There were significant differences among patients undergoing the four surgical approaches in specific comorbidities (Table 2). The combined approach group had a significantly higher percentage of anemia, rheumatoid disease, chronic pulmonary disease, coagulopathy, electrolyte imbalance, neurological disorder, renal failure, and pathological weight loss compared to the other surgical approaches (p<0.0001). 

View this table:
[Table 2](http://ijssurgery.com//content/9/24/T2)

Table 2 
Baseline comorbidities amongst the four surgical approaches. The cohort with the largest percentage of complications is shaded.

## Perioperative Morbidity

Regarding complications, all groups were statistically different from one another (p<0.0001, Table 3). The combined anterior/posterior group had the highest total procedure-related complication rate at 27.9%, followed by the decompression with posterior fusion group at 14.7%. All procedures involving a posterior based portion had a higher complication rate than anterior alone. 

View this table:
[Table 3](http://ijssurgery.com//content/9/24/T3)

Table 3 
Total procedure-related complication rate between the surgical approach groups.

Using multivariate analysis and adjusting for the covariates of age, race, gender, Deyo score, and obesity, the L/F, decompression with posterior fusion, and combined AP approaches all had an increased risk of morbidity when compared to anterior techniques alone (Table 4). The combined approach cohort had more than a fivefold increased risk of morbidity when compared to anterior techniques alone. 

View this table:
[Table 4](http://ijssurgery.com//content/9/24/T4)

Table 4 
Multivariate analysis of morbidity using the anterior cohort as the referent value adjusted for age, race, gender, Deyo score, and obesity.

The analysis of individual complications (Table 5) revealed that the combined approach was found to have the largest percentage of complications for a majority of the complications included in this study including (from most to least common): adult respiratory distress syndrome, acute post-hemorrhagic anemia, device-related, respiratory, hematoma/seroma, accidental puncture of a vessel or nerve, cardiac, nervous system, venous thrombotic event, postoperative infection, digestive system, wound dehiscence, and post-operative shock complications. The L/F cohort was found to have a larger percentage of peripheral vascular and urinary system complications. 

View this table:
[Table 5](http://ijssurgery.com//content/9/24/T5)

Table 5 
Complications amongst the four surgical approaches. The cohort with the largest percentage of complications is shaded.

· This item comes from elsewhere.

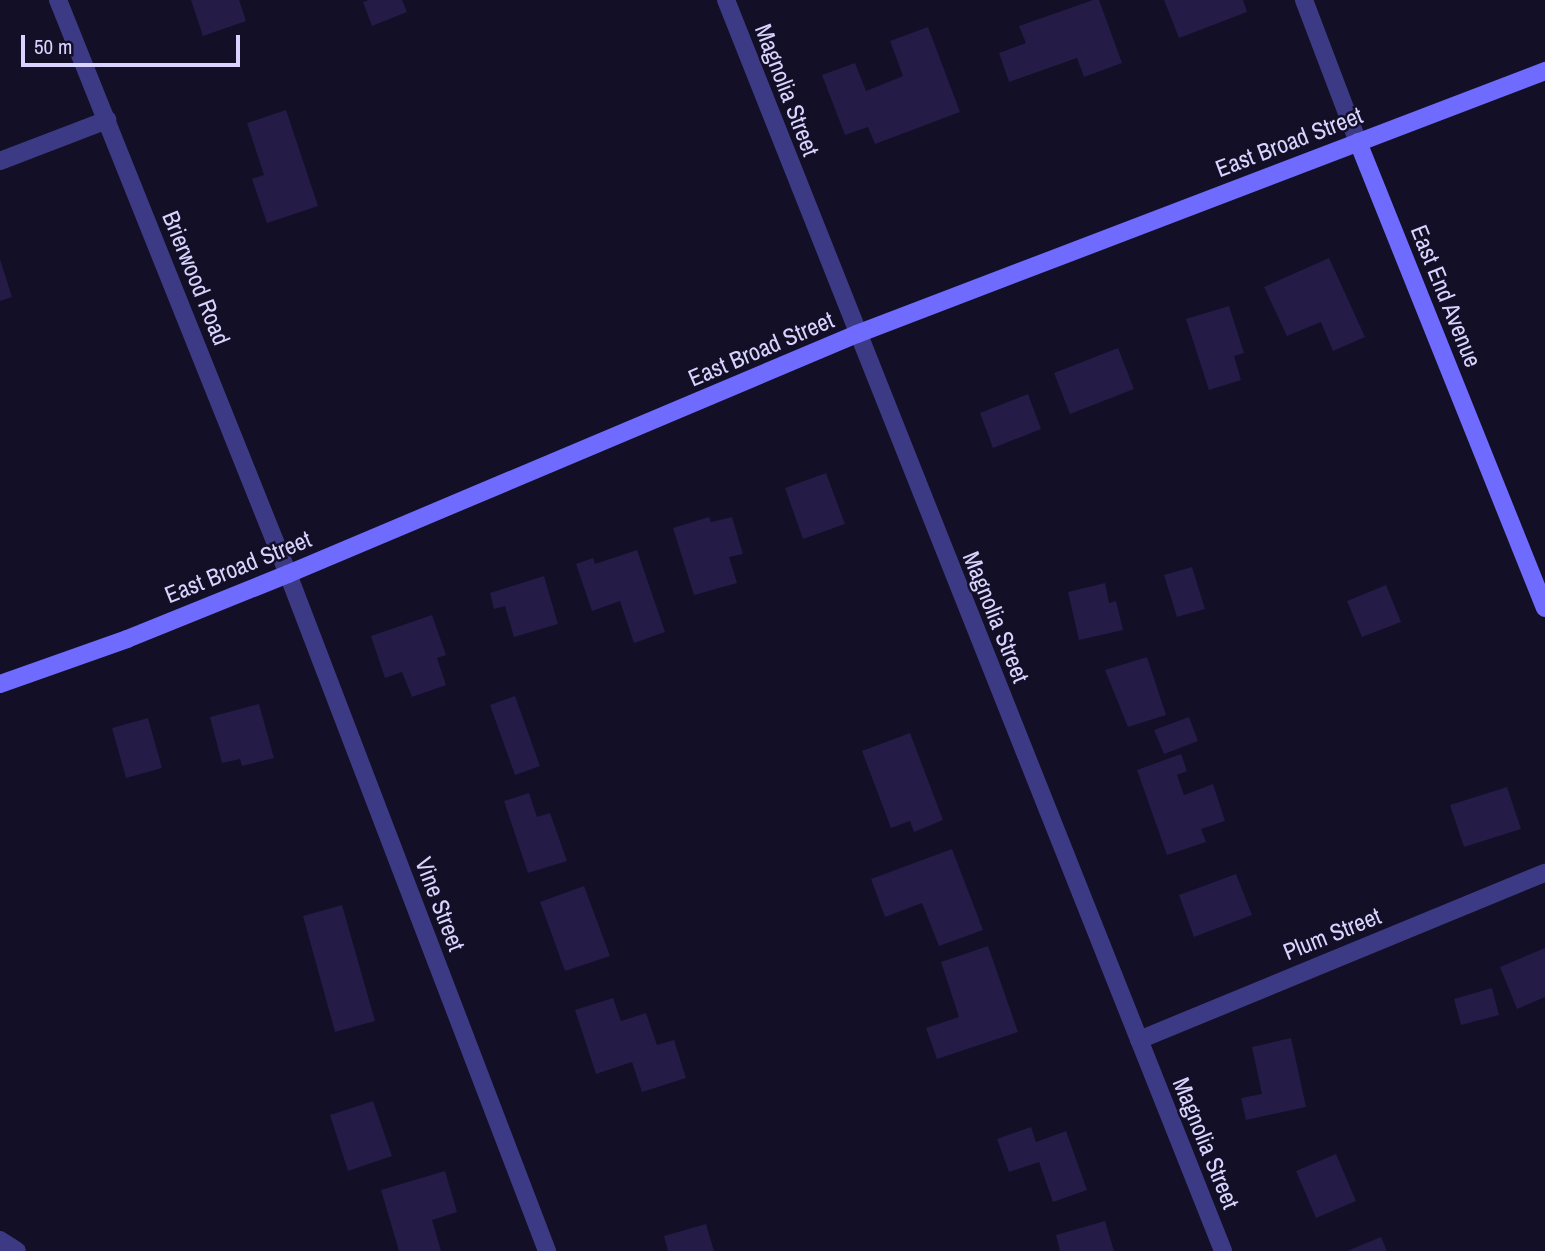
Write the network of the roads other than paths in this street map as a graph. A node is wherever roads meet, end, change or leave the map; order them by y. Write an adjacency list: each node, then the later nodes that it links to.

### Perioperative Mortality

For mortality, all groups were statistically different from one another in every possible combination (p<0.0001), except the difference between the anterior and laminoplasty cohorts was not statistically significant (p>0.05) (Table 6). The combined approach was found to have the highest in-hospital mortality rate at 1.06%. Using a multivariate analysis and adjusting for the covariates of age, race, gender, Deyo score, and obesity, the combined and posterior only approach cohorts had an increased risk of mortality when compared to anterior techniques alone (Table 7). The combined approach cohort had more than a two and a half times increased risk of mortality when compared to anterior techniques alone. 

View this table:
[Table 6](http://ijssurgery.com//content/9/24/T6)

Table 6 
Comparing mortality rate among the surgical approach groups. *All cohorts were statistically different from one another in every possible combination (p<0.0001), except the difference between the anterior techniques and laminoplasty cohorts was not statistically significant (p>0.05).

View this table:
[Table 7](http://ijssurgery.com//content/9/24/T7)

Table 7 
Multivariate analysis of mortality using the anterior cohort as the referent value adjusted for age, race, gender, Deyo score, and obesity.

## Discussion

This project sought to compare multiple variables in a large cohort of patients with CSM undergoing different surgical procedures. While indications for the choice of specific surgical procedures are not provided in this database, general trends regarding approach and outcomes can be still gleaned from analysis of this database. Further, the large sample size provides the statistical power for the identification of perioperative variables associated with the treatment of CSM. To our knowledge, no study has established this important information on such a scale.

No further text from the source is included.